The average classroom teacher salary for 2017‒18 is estimated to increase by 1.4 percent over 2016‒17, from $59,660 to $60,483. The estimated average teacher salary of $60,483 for 2017‒18 represents an increase of 11.2 percent over $54,368 in 2008‒09.
But, when the effects of inflation are taken into account, the average classroom teacher salary has actually decreased by 4.0 percent from 2008‒09 to 2017‒18.
School funding continues to be state and local oriented. In 2015–16, 45.9 percent of public school revenue came from state funds, whereas 45.6 percent came from state funds in 2016–17. Local funds contributed similar percentages in both 2015‒16 (45.6%) and 2016‒17 (46.1%).
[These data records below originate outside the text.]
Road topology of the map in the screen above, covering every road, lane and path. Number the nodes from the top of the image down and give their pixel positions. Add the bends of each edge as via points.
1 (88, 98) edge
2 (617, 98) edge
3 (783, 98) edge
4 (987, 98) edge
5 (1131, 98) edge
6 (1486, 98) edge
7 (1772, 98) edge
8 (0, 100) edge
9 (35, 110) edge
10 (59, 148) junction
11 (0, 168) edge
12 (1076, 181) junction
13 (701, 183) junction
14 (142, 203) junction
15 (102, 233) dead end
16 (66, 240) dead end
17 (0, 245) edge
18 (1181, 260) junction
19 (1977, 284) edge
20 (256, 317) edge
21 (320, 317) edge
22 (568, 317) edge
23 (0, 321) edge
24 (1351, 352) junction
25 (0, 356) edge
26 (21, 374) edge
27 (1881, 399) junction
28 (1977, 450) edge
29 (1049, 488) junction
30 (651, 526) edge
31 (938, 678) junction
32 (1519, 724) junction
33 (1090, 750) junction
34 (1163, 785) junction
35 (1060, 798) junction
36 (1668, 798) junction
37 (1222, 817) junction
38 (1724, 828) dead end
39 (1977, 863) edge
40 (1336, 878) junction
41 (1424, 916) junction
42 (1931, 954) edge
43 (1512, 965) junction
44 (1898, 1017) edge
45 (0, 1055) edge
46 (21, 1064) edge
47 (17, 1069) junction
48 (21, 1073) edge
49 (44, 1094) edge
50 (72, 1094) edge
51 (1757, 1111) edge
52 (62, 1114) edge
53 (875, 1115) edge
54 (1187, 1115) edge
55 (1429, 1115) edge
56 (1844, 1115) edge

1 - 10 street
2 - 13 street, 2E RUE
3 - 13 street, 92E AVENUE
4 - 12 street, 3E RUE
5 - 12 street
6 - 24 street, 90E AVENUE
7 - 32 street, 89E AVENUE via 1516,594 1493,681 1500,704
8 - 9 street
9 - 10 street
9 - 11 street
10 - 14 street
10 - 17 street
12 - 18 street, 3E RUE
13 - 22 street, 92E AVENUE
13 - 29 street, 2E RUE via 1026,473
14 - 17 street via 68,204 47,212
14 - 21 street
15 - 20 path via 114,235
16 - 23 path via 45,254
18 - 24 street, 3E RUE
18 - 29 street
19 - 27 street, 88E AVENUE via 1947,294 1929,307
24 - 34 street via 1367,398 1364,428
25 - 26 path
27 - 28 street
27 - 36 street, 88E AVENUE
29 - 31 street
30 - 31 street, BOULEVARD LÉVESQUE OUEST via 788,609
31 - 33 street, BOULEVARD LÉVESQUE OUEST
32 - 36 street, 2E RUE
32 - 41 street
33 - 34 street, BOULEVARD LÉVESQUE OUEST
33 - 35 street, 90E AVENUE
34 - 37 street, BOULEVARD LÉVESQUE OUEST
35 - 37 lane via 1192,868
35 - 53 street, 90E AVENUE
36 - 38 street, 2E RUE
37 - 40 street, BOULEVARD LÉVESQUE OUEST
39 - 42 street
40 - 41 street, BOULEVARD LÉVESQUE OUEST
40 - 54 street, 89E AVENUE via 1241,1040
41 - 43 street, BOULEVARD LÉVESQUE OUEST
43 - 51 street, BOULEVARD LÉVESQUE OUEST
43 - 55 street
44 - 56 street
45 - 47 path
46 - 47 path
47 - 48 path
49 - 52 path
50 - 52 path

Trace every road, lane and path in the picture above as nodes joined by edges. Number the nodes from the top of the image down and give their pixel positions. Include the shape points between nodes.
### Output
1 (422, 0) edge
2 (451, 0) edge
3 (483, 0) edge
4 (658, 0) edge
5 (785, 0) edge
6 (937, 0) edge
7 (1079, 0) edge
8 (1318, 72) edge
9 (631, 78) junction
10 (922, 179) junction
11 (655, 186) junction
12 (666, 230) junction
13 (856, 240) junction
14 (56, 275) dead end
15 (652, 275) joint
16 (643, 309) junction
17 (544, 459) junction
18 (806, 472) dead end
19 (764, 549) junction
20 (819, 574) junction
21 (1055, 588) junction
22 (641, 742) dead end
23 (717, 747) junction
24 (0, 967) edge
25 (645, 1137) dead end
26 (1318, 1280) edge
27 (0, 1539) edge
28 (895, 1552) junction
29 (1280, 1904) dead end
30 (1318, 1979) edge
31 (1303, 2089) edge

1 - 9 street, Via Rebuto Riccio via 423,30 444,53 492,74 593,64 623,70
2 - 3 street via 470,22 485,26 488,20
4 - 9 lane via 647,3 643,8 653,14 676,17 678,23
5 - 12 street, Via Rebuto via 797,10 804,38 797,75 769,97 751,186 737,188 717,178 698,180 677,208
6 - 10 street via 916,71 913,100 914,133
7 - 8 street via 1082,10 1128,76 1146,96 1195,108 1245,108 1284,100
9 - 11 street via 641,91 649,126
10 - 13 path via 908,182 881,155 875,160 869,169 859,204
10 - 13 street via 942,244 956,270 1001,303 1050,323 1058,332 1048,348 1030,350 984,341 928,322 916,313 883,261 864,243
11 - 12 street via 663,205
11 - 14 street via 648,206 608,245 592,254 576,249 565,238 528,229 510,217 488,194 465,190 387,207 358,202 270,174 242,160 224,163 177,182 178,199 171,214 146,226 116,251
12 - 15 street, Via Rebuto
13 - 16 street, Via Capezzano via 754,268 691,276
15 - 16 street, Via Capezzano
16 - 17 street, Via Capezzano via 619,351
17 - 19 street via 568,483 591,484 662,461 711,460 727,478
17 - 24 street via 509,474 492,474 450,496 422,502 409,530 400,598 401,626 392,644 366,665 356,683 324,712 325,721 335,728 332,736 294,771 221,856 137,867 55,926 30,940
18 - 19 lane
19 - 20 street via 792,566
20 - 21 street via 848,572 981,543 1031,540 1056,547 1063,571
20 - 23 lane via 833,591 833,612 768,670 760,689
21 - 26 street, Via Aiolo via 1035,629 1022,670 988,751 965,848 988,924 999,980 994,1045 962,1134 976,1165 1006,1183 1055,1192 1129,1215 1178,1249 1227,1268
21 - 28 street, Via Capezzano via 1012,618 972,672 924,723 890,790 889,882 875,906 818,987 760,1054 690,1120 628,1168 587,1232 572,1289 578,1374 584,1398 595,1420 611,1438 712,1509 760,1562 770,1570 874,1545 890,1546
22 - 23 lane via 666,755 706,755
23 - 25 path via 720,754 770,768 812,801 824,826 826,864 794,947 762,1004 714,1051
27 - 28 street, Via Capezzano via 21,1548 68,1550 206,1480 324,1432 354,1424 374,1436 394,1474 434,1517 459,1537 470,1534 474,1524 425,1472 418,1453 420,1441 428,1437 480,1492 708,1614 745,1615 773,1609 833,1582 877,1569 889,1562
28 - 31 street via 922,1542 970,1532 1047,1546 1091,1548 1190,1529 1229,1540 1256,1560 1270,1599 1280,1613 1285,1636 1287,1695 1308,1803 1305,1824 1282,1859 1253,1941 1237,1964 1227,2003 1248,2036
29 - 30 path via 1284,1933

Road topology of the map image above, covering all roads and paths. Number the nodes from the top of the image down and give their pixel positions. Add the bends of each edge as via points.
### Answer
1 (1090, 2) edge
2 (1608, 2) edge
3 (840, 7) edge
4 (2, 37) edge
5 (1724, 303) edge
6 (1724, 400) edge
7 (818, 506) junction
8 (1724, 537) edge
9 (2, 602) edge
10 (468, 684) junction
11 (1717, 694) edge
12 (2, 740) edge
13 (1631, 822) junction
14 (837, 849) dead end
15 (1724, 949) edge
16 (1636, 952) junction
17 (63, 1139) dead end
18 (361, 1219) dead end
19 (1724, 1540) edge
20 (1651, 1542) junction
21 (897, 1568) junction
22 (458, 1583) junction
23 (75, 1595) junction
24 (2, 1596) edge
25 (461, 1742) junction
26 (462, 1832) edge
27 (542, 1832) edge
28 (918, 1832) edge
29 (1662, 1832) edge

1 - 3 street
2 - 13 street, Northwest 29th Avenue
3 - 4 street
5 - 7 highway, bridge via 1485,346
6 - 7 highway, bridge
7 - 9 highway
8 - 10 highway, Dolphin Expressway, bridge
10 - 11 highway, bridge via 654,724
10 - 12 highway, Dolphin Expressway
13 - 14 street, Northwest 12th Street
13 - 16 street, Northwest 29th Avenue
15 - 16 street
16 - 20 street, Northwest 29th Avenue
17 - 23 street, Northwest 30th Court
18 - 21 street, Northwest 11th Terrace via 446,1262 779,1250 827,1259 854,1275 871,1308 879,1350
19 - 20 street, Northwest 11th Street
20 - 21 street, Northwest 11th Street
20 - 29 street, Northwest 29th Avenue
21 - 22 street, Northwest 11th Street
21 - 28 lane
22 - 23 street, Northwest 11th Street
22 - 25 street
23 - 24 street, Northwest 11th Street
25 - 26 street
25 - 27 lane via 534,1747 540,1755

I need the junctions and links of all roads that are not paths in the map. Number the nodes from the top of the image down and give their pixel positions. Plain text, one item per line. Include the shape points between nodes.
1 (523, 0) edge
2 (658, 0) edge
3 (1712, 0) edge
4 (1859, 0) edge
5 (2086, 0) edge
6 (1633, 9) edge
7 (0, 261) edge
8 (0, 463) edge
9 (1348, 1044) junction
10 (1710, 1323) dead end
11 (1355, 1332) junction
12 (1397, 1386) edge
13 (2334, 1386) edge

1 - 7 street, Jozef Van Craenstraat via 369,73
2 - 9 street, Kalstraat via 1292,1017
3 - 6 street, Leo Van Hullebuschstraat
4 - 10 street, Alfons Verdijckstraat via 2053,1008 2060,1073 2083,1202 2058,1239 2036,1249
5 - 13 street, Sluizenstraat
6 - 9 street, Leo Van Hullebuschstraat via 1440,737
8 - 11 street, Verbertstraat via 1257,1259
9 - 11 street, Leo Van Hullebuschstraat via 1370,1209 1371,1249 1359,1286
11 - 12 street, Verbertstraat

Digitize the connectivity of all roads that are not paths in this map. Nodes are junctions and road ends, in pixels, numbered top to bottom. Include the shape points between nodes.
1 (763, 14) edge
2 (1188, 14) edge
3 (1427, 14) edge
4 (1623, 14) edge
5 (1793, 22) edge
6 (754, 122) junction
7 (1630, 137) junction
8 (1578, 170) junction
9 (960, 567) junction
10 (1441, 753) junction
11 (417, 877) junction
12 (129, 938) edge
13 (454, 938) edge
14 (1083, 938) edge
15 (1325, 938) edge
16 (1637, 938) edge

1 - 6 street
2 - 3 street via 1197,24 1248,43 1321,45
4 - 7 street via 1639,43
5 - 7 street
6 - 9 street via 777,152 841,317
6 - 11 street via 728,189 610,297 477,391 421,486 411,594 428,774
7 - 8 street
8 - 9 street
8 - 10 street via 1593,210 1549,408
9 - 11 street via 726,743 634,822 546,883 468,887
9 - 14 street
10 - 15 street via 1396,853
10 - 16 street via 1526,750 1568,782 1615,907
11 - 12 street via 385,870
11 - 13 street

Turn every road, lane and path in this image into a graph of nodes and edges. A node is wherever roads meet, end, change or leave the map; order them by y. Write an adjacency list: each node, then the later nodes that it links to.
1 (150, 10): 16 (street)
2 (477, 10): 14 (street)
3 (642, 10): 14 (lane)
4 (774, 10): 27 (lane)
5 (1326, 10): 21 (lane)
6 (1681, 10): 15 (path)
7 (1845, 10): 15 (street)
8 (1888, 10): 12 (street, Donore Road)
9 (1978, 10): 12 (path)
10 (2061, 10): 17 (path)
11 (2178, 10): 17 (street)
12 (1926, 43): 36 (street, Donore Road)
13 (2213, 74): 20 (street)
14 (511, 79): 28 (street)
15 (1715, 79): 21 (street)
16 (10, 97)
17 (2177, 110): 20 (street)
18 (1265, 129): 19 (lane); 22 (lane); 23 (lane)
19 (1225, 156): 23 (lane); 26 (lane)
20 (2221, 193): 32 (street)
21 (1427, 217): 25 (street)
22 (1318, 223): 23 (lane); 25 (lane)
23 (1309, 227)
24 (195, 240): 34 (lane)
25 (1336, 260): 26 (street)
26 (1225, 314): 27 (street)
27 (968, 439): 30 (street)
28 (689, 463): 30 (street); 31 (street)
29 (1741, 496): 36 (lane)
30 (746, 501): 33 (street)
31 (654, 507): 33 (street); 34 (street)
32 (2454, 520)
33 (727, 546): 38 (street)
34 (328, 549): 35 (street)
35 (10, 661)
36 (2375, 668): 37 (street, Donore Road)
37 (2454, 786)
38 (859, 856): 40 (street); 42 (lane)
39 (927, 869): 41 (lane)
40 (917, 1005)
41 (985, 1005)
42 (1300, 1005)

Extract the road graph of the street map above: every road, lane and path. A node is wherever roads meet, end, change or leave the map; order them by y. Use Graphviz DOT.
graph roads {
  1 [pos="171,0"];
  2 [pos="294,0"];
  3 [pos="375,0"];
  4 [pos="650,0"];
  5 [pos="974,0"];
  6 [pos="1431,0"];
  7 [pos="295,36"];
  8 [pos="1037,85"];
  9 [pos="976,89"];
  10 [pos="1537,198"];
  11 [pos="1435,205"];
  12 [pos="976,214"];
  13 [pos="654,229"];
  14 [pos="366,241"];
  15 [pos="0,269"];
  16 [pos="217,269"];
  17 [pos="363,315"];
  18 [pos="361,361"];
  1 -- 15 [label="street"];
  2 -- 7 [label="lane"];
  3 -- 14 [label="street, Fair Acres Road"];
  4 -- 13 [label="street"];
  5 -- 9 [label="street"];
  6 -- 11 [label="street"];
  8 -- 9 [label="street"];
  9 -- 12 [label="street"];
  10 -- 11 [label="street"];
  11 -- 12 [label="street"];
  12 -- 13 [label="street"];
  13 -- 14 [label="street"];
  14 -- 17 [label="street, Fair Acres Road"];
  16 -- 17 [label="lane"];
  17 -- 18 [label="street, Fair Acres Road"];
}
In those two years, federal funds constituted 8.5 percent and 8.3 percent, respectively, of K‒12 education revenue.
State governments are estimated to provide 45.8 percent of public school financial support for 2017‒18, up 0.2 percent from 2016‒17. For 2017‒18, the federal government’s contribution to public elementary and secondary school revenues is expected to be 7.8 percent, versus 8.3 percent in 2016‒17.
From 2008‒09 to 2017‒18, school revenue receipts have increased 13.4 percent. Adjusting for inflation, public school revenues have decreased 2.1 percent over the decade.
During this 10-year period, the percentage of state funding has ranged between 44.1 and 47.3 percent of total revenue receipts. Local governments have contributed similar shares of school revenue receipts.
State education resources have increased by 9.8 percent from 2009 to 2018, but have decreased 5.2 percent when adjusted for inflation.
EXPENDITURE PER STUDENT
The U.S. average per-student expenditure in 2016‒17 based on fall enrollment was $11,642. The following states had the highest per-student expenditures:
- The District of Columbia ($25,025)
- New York ($23,265)
- Alaska (21,261)
Idaho ($6,761), Utah ($6,906), and Indiana ($7,267) had the lowest per-student expenditures.
Expenditures per student in fall enrollment are estimated to increase by 2.5 percent to $11,934 in 2017‒18, up from $11,642 in 2016‒17. This compares with an estimated 2.8 percent increase in total current expenditures.
Over the last decade, the average per-student expenditure has risen by 13.1 percent from $10,548 to $11,934. After inflation adjustment, the expenditure per student in enrollment has decreased by 2.3 percent.